The tale of the spooky bird is also the subject of an operatic adaptation by the Japanese composer Toshio Hosokawa, which gets its U.S. premiere this week by Gotham Chamber Opera. The performance opens the first-ever New York Philharmonic Biennial, an 11-day festival of contemporary music.
Scored for a mezzo-soprano narrator (Fredrika Brillembourg), dancer (Alessandra Ferri), and a 12-piece chamber ensemble, Hosokawa's work is strongly influenced by Noh, the classical Japanese dance theater. In Noh, humans and animals interact and shamanistic figures convene with spirits – qualities that the composer found in Poe's poem. But in Hosokawa's conception, a female singer serves as the narrator, a reversal of Noh's all-male casting convention.
Lucca Veggetti, the Italian dancer and choreographer who directs the Gotham production, extended the Noh principal further by introducing a solo dancer. "This idea of introducing a silent figure which is basically the animation of the singer – they are doubles of each other – comes from this same idea of the piece being some sort of Shamanistic act," he said.
Set on a tilted stage, the mezzo-soprano recites the entire poem in a voice that ranges from whispers to screams, and includes the famous line "Nevermore."
Neal Goren, Gotham's artistic director and conductor, says that the sounds suggest a wild, modernist horror soundtrack. "There are times when the wind players blow into their instruments without using any tone so it sounds like the wind howling," Goren said. "The string players are doing extended techniques – glissandi of harmonics. So it sometimes sounds like sirens."

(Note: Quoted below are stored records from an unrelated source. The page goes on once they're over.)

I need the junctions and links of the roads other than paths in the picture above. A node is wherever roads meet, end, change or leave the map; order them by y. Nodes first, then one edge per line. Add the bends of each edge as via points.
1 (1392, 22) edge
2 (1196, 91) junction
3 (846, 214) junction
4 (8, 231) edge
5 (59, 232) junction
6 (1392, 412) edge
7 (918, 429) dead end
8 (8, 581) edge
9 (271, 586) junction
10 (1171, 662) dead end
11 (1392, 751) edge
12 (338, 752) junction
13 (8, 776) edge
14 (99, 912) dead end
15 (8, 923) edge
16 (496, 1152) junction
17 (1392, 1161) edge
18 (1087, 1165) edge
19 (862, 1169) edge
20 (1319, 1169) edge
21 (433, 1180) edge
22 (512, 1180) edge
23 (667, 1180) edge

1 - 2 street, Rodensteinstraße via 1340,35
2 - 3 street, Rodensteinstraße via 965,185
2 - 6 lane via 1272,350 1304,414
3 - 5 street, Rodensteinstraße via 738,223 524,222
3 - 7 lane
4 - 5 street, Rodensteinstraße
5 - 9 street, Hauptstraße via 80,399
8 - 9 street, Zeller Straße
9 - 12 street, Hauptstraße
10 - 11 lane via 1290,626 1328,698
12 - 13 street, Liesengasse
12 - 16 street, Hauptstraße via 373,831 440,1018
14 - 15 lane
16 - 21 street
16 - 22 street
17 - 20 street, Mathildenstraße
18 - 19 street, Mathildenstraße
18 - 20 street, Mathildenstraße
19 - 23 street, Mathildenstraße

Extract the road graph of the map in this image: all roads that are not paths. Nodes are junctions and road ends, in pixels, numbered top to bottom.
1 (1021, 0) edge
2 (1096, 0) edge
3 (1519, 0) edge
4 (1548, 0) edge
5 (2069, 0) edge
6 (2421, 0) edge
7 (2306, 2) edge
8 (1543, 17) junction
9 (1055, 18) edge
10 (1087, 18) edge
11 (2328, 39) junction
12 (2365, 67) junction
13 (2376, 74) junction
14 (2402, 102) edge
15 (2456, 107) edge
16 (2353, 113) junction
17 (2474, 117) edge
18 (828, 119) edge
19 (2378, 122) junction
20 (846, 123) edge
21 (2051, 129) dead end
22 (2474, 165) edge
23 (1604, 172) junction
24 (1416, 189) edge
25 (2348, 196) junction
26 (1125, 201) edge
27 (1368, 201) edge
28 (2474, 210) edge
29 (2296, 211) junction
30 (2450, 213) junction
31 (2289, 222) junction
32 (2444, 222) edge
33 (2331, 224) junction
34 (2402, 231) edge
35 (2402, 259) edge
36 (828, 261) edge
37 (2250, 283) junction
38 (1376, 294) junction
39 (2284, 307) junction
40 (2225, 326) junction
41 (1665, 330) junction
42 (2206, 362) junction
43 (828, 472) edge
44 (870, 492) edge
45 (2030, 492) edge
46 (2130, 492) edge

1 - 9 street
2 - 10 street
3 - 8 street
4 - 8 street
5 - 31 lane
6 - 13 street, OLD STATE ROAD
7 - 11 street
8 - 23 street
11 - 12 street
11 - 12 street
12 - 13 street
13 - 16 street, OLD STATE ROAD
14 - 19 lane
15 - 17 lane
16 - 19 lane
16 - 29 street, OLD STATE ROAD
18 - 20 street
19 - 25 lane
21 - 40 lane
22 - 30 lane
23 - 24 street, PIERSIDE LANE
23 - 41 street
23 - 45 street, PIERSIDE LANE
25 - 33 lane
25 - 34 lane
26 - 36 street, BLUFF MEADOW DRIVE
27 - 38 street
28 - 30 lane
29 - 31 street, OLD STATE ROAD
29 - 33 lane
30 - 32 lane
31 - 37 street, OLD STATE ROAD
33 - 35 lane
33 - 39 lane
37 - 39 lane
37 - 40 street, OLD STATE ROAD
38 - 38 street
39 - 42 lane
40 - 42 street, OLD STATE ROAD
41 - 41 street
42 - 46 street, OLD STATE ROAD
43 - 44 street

While the opera's musical language is steeped in European and Japanese avant-garde techniques, Veggetti believes the poetry packs plenty of inherent drama than anyone can latch onto. "The poetry has magical quality in a way, where the words have a quality that goes beyond their intellectual understanding," he said. "It's not a play. It's not necessarily a dramatic monologue. It's poetry."
The Raven will get three performances at John Jay College, May 28 (sold out), 30 and 31.